Ancien député de la Martinique et figure engagée de la vie politique locale, Guy Lordinot revient au cœur du débat public avec une proposition à forte portée symbolique. À travers un appel à instituer le 22 mai comme véritable fête nationale martiniquaise, il interroge les fondements mêmes de l’identité collective de l’île, entre héritage républicain et mémoire propre. Au-delà de la seule commémoration de l’abolition de l’esclavage, la démarche vise à combler un déficit de symboles fédérateurs, dans une société marquée par des divisions persistantes. En articulant mémoire historique, reconnaissance politique et recherche d’unité populaire, cette initiative pose une question centrale : comment « faire peuple » en Martinique aujourd’hui, et autour de quels repères communs ?
La Martinique fait partie de la République française, dont l’emblème est le drapeau bleu, blanc, rouge, derrière lequel le peuple français se retrouve. La fête nationale se célèbre le 14 juillet.
Mais la Martinique est aussi une collectivité d’Outre-mer, marquée par des spécificités historiques et géographiques qui peuvent légitimement justifier, en complément du 14 juillet, l’existence d’une fête nationale propre.
UNE DATE FONDATRICE : LE 22 MAI 1848
Victor Schoelcher a obtenu du gouvernement l’abolition de l’esclavage le 27 avril 1848. Mais son application effective en Martinique date du 22 mai 1848, lorsque la révolte des esclaves contraint le gouverneur Rostoland à la proclamer.
Depuis 43 ans, le 22 mai est un jour férié.

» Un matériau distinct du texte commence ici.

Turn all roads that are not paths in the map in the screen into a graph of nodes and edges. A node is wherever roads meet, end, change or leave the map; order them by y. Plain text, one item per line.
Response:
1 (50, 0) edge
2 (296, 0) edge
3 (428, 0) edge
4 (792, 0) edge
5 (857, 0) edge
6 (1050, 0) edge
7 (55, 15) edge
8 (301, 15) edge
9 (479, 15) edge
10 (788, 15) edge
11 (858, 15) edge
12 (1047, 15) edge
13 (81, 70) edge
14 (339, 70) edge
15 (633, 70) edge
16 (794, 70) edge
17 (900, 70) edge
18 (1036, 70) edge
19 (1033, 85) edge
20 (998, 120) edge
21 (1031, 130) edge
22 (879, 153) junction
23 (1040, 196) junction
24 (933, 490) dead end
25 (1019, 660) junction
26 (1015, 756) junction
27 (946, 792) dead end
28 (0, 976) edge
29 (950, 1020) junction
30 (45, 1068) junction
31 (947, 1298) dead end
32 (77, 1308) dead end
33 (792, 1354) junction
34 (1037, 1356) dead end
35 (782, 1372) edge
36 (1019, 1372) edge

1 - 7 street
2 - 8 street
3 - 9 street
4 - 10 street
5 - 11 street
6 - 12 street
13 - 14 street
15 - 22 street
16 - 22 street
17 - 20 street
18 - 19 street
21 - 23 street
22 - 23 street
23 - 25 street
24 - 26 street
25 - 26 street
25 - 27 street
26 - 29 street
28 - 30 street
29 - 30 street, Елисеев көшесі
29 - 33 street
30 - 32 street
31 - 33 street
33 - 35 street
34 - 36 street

Pourtant, il n’a jamais été célébré officiellement par l’ensemble des élus martiniquais.
FAIRE PEUPLE : LA NÉCESSITÉ D’UN SYMBOLE
Pour faire peuple, une population a besoin de symboles forts et partagés. Pour la France, c’est le drapeau tricolore. Pour la Martinique, ce symbole reste à consolider.

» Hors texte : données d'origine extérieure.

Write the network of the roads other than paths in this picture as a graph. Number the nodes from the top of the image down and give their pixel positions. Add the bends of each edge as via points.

Nous proposons de faire du 22 mai une véritable fête nationale.
L’UNITÉ PAR LES ÉMOTIONS COLLECTIVES
Les rares moments d’unité totale en Martinique se trouvent aujourd’hui dans le sport populaire :
– le Tour des Yoles rondes
– le Tour cycliste de Martinique
Ces événements démontrent qu’il existe une capacité réelle de rassemblement.
UNE CÉLÉBRATION FONDATRICE EN 2026
Nous proposons de célébrer la naissance de cette fête nationale le 22 mai 2026.
Placée sous le patronage du Préfet, représentant de la Nation française, elle réunirait :
– les 6 parlementaires
– le Président de la Collectivité Territoriale de Martinique
– les 34 maires
– et l’ensemble de la population
UNE JOURNÉE DE RÉCONCILIATION
Cette manifestation serait :
– une occasion de dépasser les divisions
– un moment pour surmonter les querelles
– un temps fort pour rassembler tous les fils et filles de la Martinique
– au-delà de tout clivage
Elle constituerait un rassemblement de toutes les composantes du pays. Elle serait une journée de réconciliation.
C’est à cette condition que les Martiniquais pourront véritablement faire peuple.
UN SYMBOLE À RÉHABILITER : LE DRAPEAU ROUGE, VERT ET NOIR
Souvenons-nous : en 1962, incarcéré à la prison de Fresnes, Rodolphe Désiré imagina, avec ses compagnons de l’OJAM, un drapeau rouge, vert et noir pour la Martinique.
UN CHOIX HISTORIQUE À POSER
En 2026, 64 ans après, le moment n’est-il pas venu de :
– rendre hommage à ces précurseurs
– et de plébisciter ce drapeau comme symbole de la Martinique
UN PEUPLE, UNE DATE, UN SYMBOLE
La Martinique rassemblée, en ce 22 mai, répond en chœur : OUI.